__GIVEN RECORDS__.

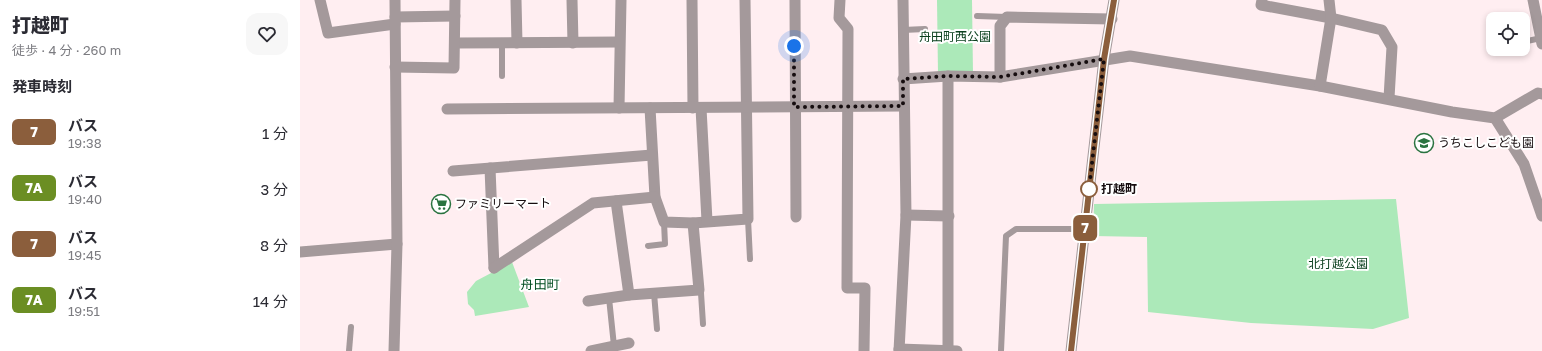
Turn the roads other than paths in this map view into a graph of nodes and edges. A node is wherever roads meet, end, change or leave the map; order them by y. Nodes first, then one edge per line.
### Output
1 (320, 0) edge
2 (395, 0) edge
3 (454, 0) edge
4 (516, 0) edge
5 (572, 0) edge
6 (621, 0) edge
7 (692, 0) edge
8 (745, 0) edge
9 (795, 0) edge
10 (840, 0) edge
11 (903, 0) edge
12 (1114, 0) edge
13 (1262, 0) edge
14 (1329, 0) edge
15 (1533, 0) edge
16 (455, 16) junction
17 (977, 16) dead end
18 (1007, 17) junction
19 (1331, 18) junction
20 (1112, 19) junction
21 (395, 20) junction
22 (903, 30) junction
23 (926, 30) dead end
24 (1541, 41) edge
25 (573, 42) junction
26 (620, 42) junction
27 (1530, 42) edge
28 (455, 43) junction
29 (502, 43) junction
30 (517, 43) junction
31 (1104, 59) junction
32 (395, 67) junction
33 (502, 76) dead end
34 (948, 76) junction
35 (1000, 77) junction
36 (903, 79) junction
37 (1320, 86) junction
38 (1542, 94) edge
39 (1389, 98) junction
40 (848, 106) junction
41 (903, 106) junction
42 (747, 107) junction
43 (794, 107) junction
44 (619, 108) junction
45 (650, 108) junction
46 (697, 108) junction
47 (447, 110) dead end
48 (1495, 118) junction
49 (652, 155) junction
50 (490, 168) junction
51 (453, 171) dead end
52 (655, 197) junction
53 (616, 201) junction
54 (906, 215) junction
55 (949, 216) junction
56 (1542, 216) edge
57 (796, 217) dead end
58 (748, 219) junction
59 (707, 221) junction
60 (664, 222) junction
61 (693, 223) junction
62 (1085, 229) junction
63 (397, 244) junction
64 (648, 246) dead end
65 (300, 252) edge
66 (750, 259) dead end
67 (699, 290) junction
68 (654, 293) junction
69 (629, 295) junction
70 (609, 298) junction
71 (588, 301) dead end
72 (703, 324) dead end
73 (351, 327) dead end
74 (657, 329) dead end
75 (629, 343) dead end
76 (614, 346) junction
77 (899, 350) edge
78 (349, 351) edge
79 (394, 351) edge
80 (591, 351) edge
81 (596, 351) edge
82 (864, 351) edge
83 (948, 351) edge
84 (957, 351) edge
85 (1001, 351) edge
86 (1071, 351) edge

1 - 21 street
2 - 21 street
3 - 16 street
4 - 30 street
5 - 25 street
6 - 26 street
7 - 46 street
8 - 42 street
9 - 43 street
10 - 40 street
11 - 22 street
12 - 20 street
13 - 19 street
14 - 19 street
15 - 24 street
16 - 21 street
16 - 28 street
17 - 18 lane
18 - 20 street
18 - 35 street
19 - 37 street
19 - 39 street
20 - 31 street
21 - 32 street
22 - 23 lane
22 - 36 street
24 - 27 lane
25 - 26 street
25 - 30 street
26 - 44 street
28 - 29 street
28 - 32 street
29 - 30 street
29 - 33 lane
31 - 35 street
31 - 37 street
31 - 62 street
32 - 63 street
34 - 35 street
34 - 36 street
34 - 55 street
36 - 41 street
37 - 39 street
38 - 48 street
39 - 48 street
40 - 41 street
40 - 43 street
40 - 82 street
41 - 54 street
42 - 43 street
42 - 46 street
42 - 58 street
43 - 57 street
44 - 45 street
44 - 47 street
45 - 46 street
45 - 49 street
46 - 59 street
48 - 56 street
49 - 50 street
49 - 52 street
50 - 51 street
50 - 53 street
52 - 53 street
52 - 60 street
53 - 69 street
54 - 55 street
54 - 77 street
55 - 83 street
58 - 59 street
58 - 66 lane
59 - 61 street
60 - 61 street
60 - 64 lane
61 - 67 street
62 - 85 lane
62 - 86 street
63 - 65 street
63 - 79 street
67 - 68 street
67 - 72 lane
68 - 69 street
68 - 74 lane
69 - 70 street
70 - 71 street
70 - 76 lane
73 - 78 lane
75 - 76 street
76 - 81 street
77 - 83 street
80 - 81 street
83 - 84 street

__ABOUT THIS TASK__. Every line above that holds the string "lane" should be copied into the answer.

__TASK RESULT__.
17 - 18 lane
22 - 23 lane
24 - 27 lane
29 - 33 lane
58 - 66 lane
60 - 64 lane
62 - 85 lane
67 - 72 lane
68 - 74 lane
70 - 76 lane
73 - 78 lane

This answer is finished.